I am considering a new 9mm and though I usually prefer a hammer fire pistol I think I should have at least one striker fire gun in my collection. I have shot both the Glock and the M&P (though not a lot) and have not yet picked a favorite. I will say that I love the ergonomics of the M&P but I'm undecided about the trigger. The trig on th Glock is better but not significantly so. I know the Glock has an excellent reputation for reliability but I hear good things about the M&P too. In my hands the accuracy is similar for both pistols though I don't care much for the stock sights on either, particularly the Glock. Ok guys what insight can you give me that will help me make a decision?


----------



## SouthernBoy (Jun 27, 2007)

I have both: a gen3 Glock 17 and an M&P 9 Pro Series. Both are excellent guns. I shoot the M&P quite a bit more often than the G17 and find it to be very accurate and reliable. It is more sensitive to dirt than is the G17, particularly dirty magazines. The standard Glock sights, in a word, suck. I replace mine with after market sights and I especially like Trijicon night sights, model GL01. The triggers on both of these guns can be improved upon and I have done just that with mine. My G17 has a 6 pound trigger spring (makes the trigger lighter), a 3.5 Glock connector (part #00135), and a thorough polishing of all contact parts in the trigger/connector/striker lug/safety block assemblies (the 25 cent trigger job). My M&P has the Apex Tactical USB (Ultimate Safety Block) which completely removes the gritty pre-travel and lightens the trigger a little.

As for taking a decision between these two, that is a hard one. Glock may have the edge in reliability and it is a simpler gun. Parts are widely available, inexpensive, and simple to install yourself. And the Glock is easier to clean than the M&P. The Glock has a better loaded chamber indicator; the LCI on the M&P is a joke. The M&P has one of the best feels to its grip out there and is a fine natural pointer and it is a more attractive gun, if that's important.

Here's a good answer... get both. No, I mean it. I did and am happy I did.


----------



## Kansan007 (Mar 18, 2013)

Thanks for the input, all valid points. Nothing like an opinion from someone with pratical experience. I am good with getting both but my lovely wife might have a different perspective...


----------



## TheLAGuy (Nov 28, 2012)

Have you considered the g19?


----------



## Kansan007 (Mar 18, 2013)

No, not really. I won't carry this gun so I would rather have the longer sight radius and bigger magazine of the 17. I think I am probably leaning more towards the M&P at this point though I suspect I would have to install a different trigger.


----------



## SouthernBoy (Jun 27, 2007)

Kansan007 said:


> No, not really. I won't carry this gun so I would rather have the longer sight radius and bigger magazine of the 17. I think I am probably leaning more towards the M&P at this point though I suspect I would have to install a different trigger.

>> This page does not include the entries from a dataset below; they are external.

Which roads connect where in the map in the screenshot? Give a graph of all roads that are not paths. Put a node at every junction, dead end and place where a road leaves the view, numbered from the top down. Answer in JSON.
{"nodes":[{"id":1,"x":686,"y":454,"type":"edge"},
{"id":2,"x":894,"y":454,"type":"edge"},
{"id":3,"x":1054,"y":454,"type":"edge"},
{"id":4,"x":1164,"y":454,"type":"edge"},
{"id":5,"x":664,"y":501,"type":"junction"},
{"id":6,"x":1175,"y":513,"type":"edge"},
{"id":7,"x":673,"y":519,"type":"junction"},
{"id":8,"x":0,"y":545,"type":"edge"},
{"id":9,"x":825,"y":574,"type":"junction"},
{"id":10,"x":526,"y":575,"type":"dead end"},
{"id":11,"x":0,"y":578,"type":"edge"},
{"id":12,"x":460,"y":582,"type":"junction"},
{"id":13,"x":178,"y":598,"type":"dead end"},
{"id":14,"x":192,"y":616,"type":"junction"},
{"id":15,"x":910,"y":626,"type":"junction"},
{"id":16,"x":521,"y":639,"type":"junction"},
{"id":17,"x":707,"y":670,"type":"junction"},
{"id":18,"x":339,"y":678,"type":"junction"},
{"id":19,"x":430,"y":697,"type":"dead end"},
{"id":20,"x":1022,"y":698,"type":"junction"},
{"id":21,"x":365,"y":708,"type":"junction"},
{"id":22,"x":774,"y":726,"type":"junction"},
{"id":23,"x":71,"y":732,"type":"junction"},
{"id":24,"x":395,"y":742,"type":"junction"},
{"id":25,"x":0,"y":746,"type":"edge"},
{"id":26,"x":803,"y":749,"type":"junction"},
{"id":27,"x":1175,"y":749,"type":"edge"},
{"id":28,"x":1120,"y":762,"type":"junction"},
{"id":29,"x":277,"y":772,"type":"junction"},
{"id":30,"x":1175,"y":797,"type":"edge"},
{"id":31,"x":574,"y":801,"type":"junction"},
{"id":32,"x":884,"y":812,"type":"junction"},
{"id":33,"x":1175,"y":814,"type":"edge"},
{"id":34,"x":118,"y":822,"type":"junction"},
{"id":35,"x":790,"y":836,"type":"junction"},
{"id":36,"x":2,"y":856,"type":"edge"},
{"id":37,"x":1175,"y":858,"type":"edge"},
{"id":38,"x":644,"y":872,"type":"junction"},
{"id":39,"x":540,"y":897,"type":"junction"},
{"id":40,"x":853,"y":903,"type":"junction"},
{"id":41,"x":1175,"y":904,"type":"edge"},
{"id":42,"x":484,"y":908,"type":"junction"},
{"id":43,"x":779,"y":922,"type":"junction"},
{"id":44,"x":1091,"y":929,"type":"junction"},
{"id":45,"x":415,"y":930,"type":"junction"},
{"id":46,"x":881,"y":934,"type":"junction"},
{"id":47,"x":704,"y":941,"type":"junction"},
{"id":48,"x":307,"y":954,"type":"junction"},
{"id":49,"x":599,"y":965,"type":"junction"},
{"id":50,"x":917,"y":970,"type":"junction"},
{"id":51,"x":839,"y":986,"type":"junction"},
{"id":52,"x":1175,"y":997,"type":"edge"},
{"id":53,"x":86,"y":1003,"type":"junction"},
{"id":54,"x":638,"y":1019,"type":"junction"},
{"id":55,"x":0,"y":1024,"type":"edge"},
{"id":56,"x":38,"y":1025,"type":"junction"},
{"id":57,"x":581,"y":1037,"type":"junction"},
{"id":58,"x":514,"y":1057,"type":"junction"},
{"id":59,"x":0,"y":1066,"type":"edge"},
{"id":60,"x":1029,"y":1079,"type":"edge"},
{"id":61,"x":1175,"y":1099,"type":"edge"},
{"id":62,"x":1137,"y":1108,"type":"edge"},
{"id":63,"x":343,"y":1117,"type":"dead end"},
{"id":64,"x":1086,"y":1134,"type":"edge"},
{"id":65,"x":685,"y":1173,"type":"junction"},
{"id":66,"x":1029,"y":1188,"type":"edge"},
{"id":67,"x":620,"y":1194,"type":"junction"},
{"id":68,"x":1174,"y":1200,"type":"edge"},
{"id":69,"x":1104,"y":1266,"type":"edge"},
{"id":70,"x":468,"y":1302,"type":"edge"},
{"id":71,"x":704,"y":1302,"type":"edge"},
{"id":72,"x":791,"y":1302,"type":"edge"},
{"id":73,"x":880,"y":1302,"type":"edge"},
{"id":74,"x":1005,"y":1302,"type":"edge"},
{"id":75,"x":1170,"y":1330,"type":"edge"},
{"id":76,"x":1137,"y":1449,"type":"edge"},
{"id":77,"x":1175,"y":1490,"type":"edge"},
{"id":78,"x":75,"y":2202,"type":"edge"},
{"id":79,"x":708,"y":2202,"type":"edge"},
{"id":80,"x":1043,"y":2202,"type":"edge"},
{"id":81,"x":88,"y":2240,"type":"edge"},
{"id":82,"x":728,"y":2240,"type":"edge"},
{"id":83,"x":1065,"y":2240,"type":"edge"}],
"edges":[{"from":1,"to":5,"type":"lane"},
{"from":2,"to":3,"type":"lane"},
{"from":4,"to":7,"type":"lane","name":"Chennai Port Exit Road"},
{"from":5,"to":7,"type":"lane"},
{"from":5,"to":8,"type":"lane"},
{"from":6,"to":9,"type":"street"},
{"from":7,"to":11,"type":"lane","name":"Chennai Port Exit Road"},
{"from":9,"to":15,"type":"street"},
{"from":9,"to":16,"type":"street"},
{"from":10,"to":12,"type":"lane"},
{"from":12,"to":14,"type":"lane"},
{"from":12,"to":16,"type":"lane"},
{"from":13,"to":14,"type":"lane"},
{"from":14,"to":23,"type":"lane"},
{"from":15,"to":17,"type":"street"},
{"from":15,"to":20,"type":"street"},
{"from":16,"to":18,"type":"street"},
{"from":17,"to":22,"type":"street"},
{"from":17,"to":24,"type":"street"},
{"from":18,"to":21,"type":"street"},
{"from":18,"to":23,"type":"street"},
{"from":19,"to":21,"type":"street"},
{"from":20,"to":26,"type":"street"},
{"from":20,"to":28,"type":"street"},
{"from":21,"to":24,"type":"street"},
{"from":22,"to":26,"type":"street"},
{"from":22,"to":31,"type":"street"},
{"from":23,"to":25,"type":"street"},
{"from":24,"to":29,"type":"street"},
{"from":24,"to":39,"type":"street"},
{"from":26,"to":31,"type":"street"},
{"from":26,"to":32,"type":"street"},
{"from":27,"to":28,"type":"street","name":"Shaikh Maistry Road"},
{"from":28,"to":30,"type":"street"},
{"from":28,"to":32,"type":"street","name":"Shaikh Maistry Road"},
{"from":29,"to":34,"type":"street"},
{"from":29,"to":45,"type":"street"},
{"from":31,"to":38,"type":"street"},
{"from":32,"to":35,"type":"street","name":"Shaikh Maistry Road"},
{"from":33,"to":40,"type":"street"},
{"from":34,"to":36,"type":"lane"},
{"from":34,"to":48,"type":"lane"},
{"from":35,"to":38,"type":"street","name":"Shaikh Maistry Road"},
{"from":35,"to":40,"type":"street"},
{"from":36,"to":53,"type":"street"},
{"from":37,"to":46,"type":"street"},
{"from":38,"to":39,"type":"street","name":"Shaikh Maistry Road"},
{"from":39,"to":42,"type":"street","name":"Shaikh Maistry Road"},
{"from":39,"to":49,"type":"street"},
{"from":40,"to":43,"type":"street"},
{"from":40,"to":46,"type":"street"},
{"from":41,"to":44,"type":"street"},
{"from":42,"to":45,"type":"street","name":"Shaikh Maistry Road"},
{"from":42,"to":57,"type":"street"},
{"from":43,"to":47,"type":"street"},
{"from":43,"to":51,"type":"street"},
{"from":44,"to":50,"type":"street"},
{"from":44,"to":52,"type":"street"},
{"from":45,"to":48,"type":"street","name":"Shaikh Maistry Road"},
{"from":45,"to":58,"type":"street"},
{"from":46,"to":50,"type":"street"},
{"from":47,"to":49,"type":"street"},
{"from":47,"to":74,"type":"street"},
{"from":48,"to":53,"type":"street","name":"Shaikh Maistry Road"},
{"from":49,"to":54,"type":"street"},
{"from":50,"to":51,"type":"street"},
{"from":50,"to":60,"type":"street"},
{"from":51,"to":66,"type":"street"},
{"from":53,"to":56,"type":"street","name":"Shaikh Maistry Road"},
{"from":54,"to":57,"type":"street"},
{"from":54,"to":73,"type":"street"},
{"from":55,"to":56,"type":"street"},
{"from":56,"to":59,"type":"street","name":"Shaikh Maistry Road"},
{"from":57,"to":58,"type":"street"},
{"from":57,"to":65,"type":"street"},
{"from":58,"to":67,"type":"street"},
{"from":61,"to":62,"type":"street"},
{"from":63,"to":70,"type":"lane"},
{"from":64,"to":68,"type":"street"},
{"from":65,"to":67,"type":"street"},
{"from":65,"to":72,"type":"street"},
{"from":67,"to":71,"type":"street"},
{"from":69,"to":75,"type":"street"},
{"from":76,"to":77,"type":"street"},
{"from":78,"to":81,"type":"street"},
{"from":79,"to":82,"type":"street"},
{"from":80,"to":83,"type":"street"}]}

You won't be sorry with the M&P 9. If you are going to do some trigger work, I can make a suggestion for you. I already mentioned the Apex Tactical USB. This is the safety block and the Apex piece is highly polished and contoured. The other item I would recommend installing is the Apex hard sear. These two mods will give you a trigger weight of around 4 pounds 12 ounces with a very smooth first stage (pre-travel) and a very crisp and clean break in the second stage. For range work, this is an excellent combination.


----------



## Kansan007 (Mar 18, 2013)

Sounds perfect, thanks for the info!


----------